→ DATA PROVIDED:
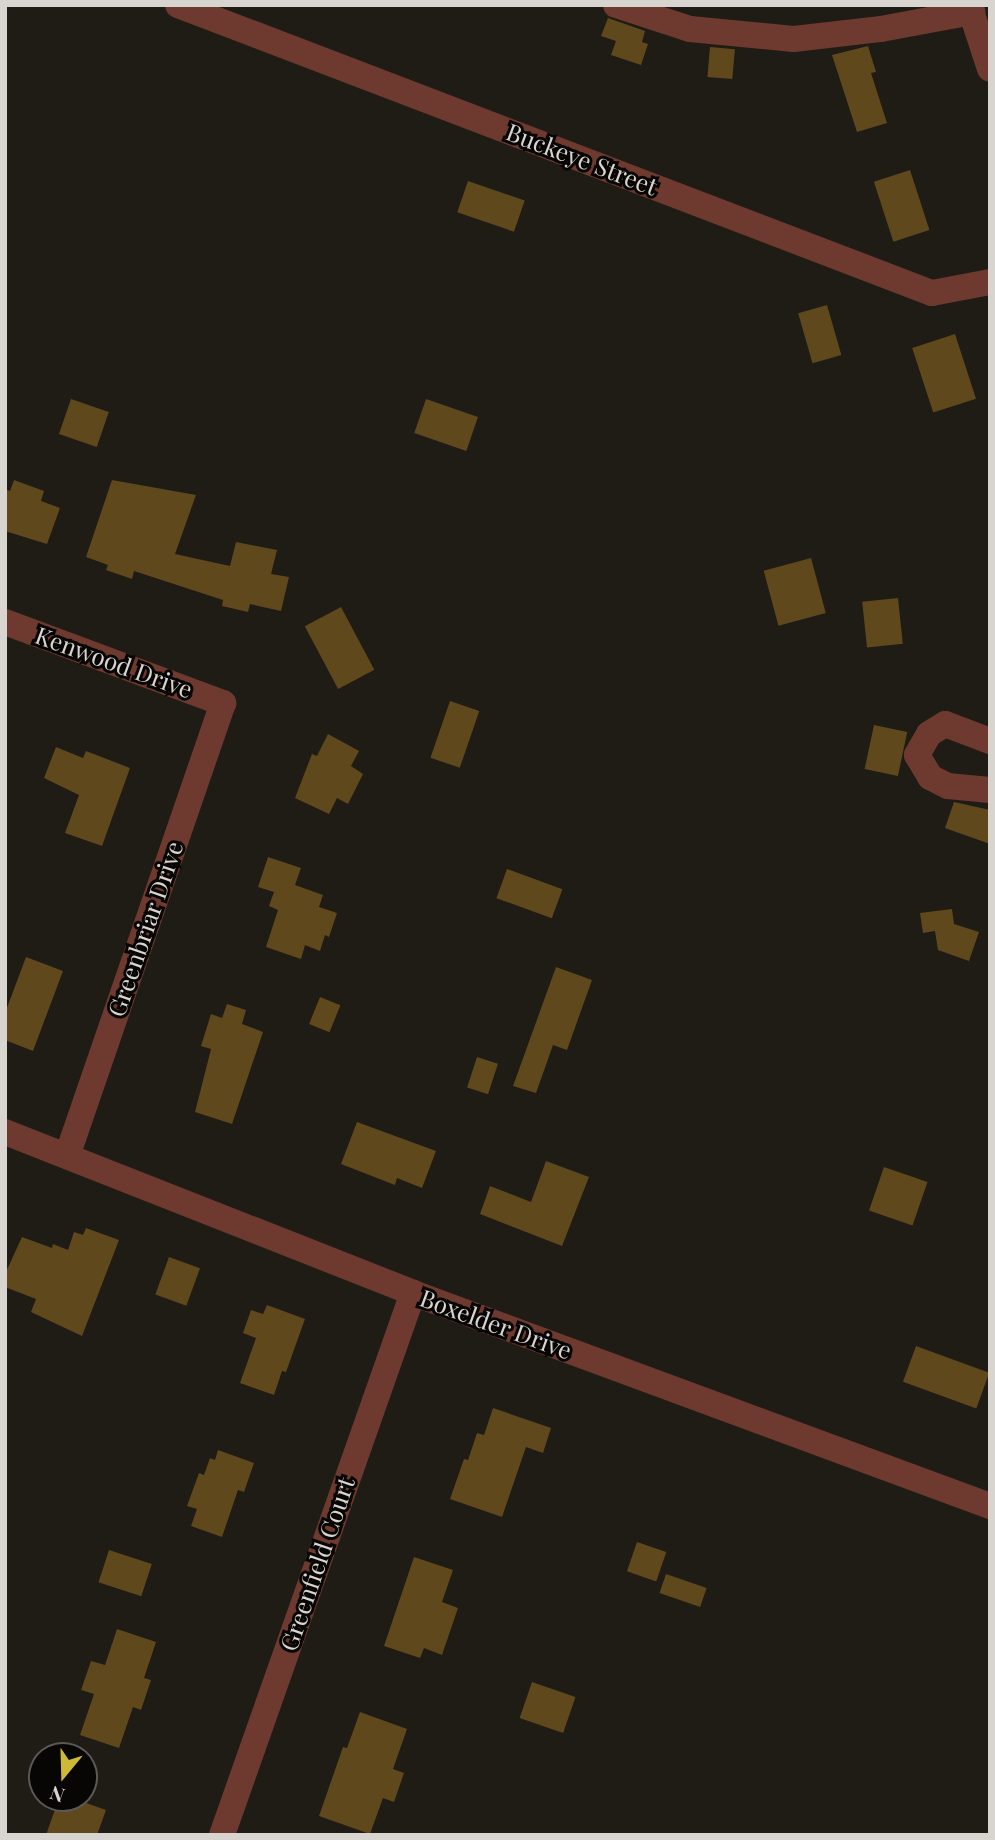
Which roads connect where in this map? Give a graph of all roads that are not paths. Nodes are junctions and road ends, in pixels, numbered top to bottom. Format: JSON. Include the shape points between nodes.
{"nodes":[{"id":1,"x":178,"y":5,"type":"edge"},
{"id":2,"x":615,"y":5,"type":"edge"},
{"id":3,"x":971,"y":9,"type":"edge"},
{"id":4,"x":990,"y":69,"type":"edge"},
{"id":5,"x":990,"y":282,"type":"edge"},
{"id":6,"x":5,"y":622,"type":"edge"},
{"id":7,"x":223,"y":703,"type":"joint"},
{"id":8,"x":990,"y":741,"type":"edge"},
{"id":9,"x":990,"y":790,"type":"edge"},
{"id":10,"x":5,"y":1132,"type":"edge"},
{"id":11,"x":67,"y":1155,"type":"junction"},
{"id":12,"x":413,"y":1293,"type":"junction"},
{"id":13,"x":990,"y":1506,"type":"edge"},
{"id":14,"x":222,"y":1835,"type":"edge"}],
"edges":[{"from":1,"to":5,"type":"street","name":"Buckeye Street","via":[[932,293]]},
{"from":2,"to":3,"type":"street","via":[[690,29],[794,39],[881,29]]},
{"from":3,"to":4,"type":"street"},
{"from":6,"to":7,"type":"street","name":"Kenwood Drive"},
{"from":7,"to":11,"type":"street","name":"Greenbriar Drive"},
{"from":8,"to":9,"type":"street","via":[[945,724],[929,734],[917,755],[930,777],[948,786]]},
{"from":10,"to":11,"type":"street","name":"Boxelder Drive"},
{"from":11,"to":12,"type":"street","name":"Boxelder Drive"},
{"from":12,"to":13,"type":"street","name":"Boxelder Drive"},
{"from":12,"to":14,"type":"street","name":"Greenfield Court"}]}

→ THE PROBLEM:
Return the listing exactly as it appears, excluding any image.

→ SOLUTION TO THIS PROBLEM:
Which roads connect where in this map? Give a graph of all roads that are not paths. Nodes are junctions and road ends, in pixels, numbered top to bottom. Format: JSON. Include the shape points between nodes.
{"nodes":[{"id":1,"x":178,"y":5,"type":"edge"},
{"id":2,"x":615,"y":5,"type":"edge"},
{"id":3,"x":971,"y":9,"type":"edge"},
{"id":4,"x":990,"y":69,"type":"edge"},
{"id":5,"x":990,"y":282,"type":"edge"},
{"id":6,"x":5,"y":622,"type":"edge"},
{"id":7,"x":223,"y":703,"type":"joint"},
{"id":8,"x":990,"y":741,"type":"edge"},
{"id":9,"x":990,"y":790,"type":"edge"},
{"id":10,"x":5,"y":1132,"type":"edge"},
{"id":11,"x":67,"y":1155,"type":"junction"},
{"id":12,"x":413,"y":1293,"type":"junction"},
{"id":13,"x":990,"y":1506,"type":"edge"},
{"id":14,"x":222,"y":1835,"type":"edge"}],
"edges":[{"from":1,"to":5,"type":"street","name":"Buckeye Street","via":[[932,293]]},
{"from":2,"to":3,"type":"street","via":[[690,29],[794,39],[881,29]]},
{"from":3,"to":4,"type":"street"},
{"from":6,"to":7,"type":"street","name":"Kenwood Drive"},
{"from":7,"to":11,"type":"street","name":"Greenbriar Drive"},
{"from":8,"to":9,"type":"street","via":[[945,724],[929,734],[917,755],[930,777],[948,786]]},
{"from":10,"to":11,"type":"street","name":"Boxelder Drive"},
{"from":11,"to":12,"type":"street","name":"Boxelder Drive"},
{"from":12,"to":13,"type":"street","name":"Boxelder Drive"},
{"from":12,"to":14,"type":"street","name":"Greenfield Court"}]}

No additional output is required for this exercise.